What should I do with wedding gift watch?

It’s pretty simple. Gifts create bonds. Throwing away a gift supposedly means you no longer value the person who gave it or your relationship with them.

I suspect most folks fall on a continuum somewhere between “Callously regift or toss all gifts that aren’t useful or valuable immediately” and “Keep every single gift, like a packrat, alongside your adult children’s kindergarten projects and the rabbit’s foot you have carried since seven.”

Personally, I would keep the watch.

Or toss them in a drawer until they die. Either works.

Yes, that explains it very well. :slight_smile:

Some gifts are clearly ‘use and get rid’, but something like a pricey watch (and whilst $150 isn’t a fortune, it’s certainly more than a $20 watch) seems to be intended as a gift to be kept.

Fair enough - thanks for the explanations, Alessan, sandra_nz & minor7flat5

I guess I must fall closer to the “chuck it” end of the spectrum than the “treasure forever” end. It would never occur to me that there was any bond or obligation or really any tie whatsoever after 13 years! But now that I think of it, when I’ve received a gift that was obviously pricey I would hold onto it longer than a cheap gift even if I didn’t like them equally. So I must’ve intuitively absorbed the same ‘lesson’ at some point but never examined it or thought about it much.

People are weird :slight_smile:

I usually keep every gift because i grew up poor. Some years my Christmas present was a bag of groceries. More often then not, it was somebody else’s trash. To have something purchased specifically for me rather than a hand me down or garbage means a lot to me.

You know, you could skip a few steps by just getting a cheap cell phone. It will auto update from the phone company’s time nearly continuously.

I have a similar problem - my long-ago MIL gave us a matched set of Gucci watches she bought on a winning gambling junket. That entire side of the family is long-gone history, but I still have the watch and it’s very attractive. Unfortunately, the battery died long ago and I have yet to find a jeweler who will attempt to replace it. The style is the “stack of gold discs” separated by black enameled lines, and they are all afraid they will chip or break the enamel. So it sits in my drawer.

Yeah, well, as far as I’m concerned, the whole point of a watch is that you can just lift your wrist and look down at it to see the time, instead of digging into your pocket and possibly thumbing a button or password.

Too late. Watches are for people without cell phones or at an NYC board meeting. Since no one in the cell phone generation ever puts their phone away, there’s no need for a watch - I mean, you’d have to turn your cell phone hand over for a moment and lose sight of a quick Instagram.

:slight_smile:

John D. MacDonald made an interesting observation about watches in one of the Travis McGee novels from about 1972 - but the reference dates itself. Travis has a very expensive red-LED digital watch a grateful client gave him. He makes the comment that watches used to live in pockets and had to be hauled out and opened to read the time, putting man in charge of time. Watches with open faces put time in charge, forever pushing man along. Now that watches had a button that had to be pushed to read time, man was again in charge. (Yeah. Just a bit dated and narrow in timeframe. But amusing.)

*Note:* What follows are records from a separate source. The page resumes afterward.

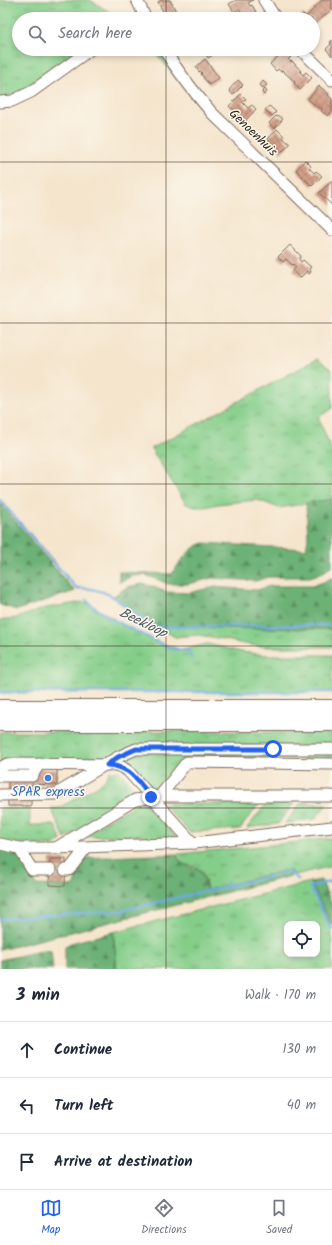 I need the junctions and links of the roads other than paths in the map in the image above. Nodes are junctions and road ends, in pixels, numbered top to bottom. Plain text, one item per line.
1 (137, 0) edge
2 (264, 0) edge
3 (140, 12) edge
4 (272, 12) edge
5 (81, 56) edge
6 (168, 56) edge
7 (307, 56) edge
8 (332, 80) edge
9 (0, 102) edge
10 (332, 230) edge
11 (0, 708) edge
12 (332, 708) edge
13 (0, 723) edge
14 (332, 723) edge
15 (332, 749) edge
16 (39, 764) junction
17 (332, 764) edge
18 (107, 765) junction
19 (0, 768) edge
20 (0, 776) edge
21 (0, 795) edge
22 (156, 796) junction
23 (332, 796) edge
24 (332, 827) edge
25 (194, 843) junction
26 (0, 844) edge
27 (19, 848) junction
28 (55, 848) junction
29 (86, 848) junction
30 (50, 870) tunnel mouth
31 (65, 870) tunnel mouth

1 - 3 street
2 - 4 street
5 - 9 street
6 - 10 street, Genoenhuis
7 - 8 street
11 - 12 highway
13 - 14 highway
15 - 18 street
16 - 18 street
16 - 19 street
16 - 20 street
17 - 22 street
18 - 21 street
18 - 22 street
22 - 23 street
22 - 25 street
22 - 28 street
24 - 25 street
25 - 29 street
26 - 27 street
27 - 28 street
27 - 30 street
28 - 29 street
29 - 31 street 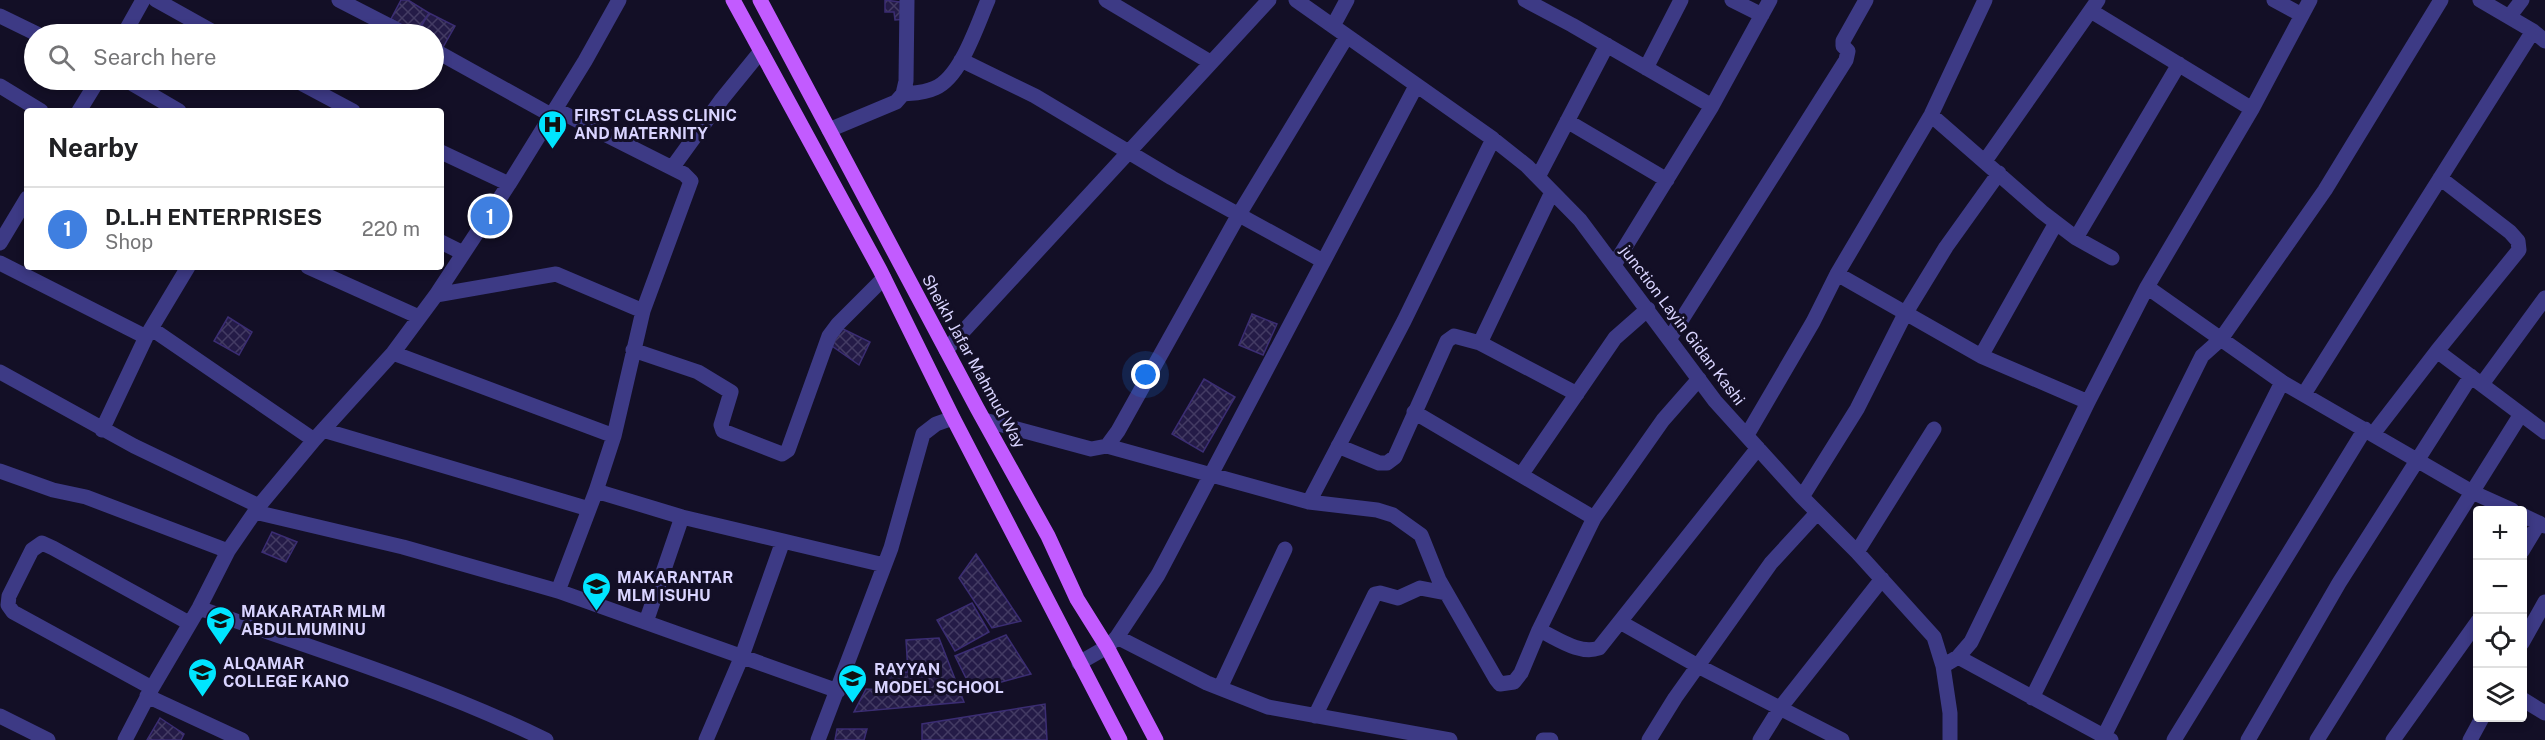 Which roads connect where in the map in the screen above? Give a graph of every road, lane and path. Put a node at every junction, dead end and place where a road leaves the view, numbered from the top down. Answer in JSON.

Not everybody is using an atomic/automated clock. The clocks i use set the standard for everybody else to use. I use the phone, watch, and room clock. Instead of setting each one by one, if two out of three agree, that tells me pretty reliably which one needs to be changed. Also, phone clocks usally don’t display seconds on the face. Half a minute difference is enough for me to change the time. Just yesterday, it was my watch that was a minute slow, so you never know which one will be off.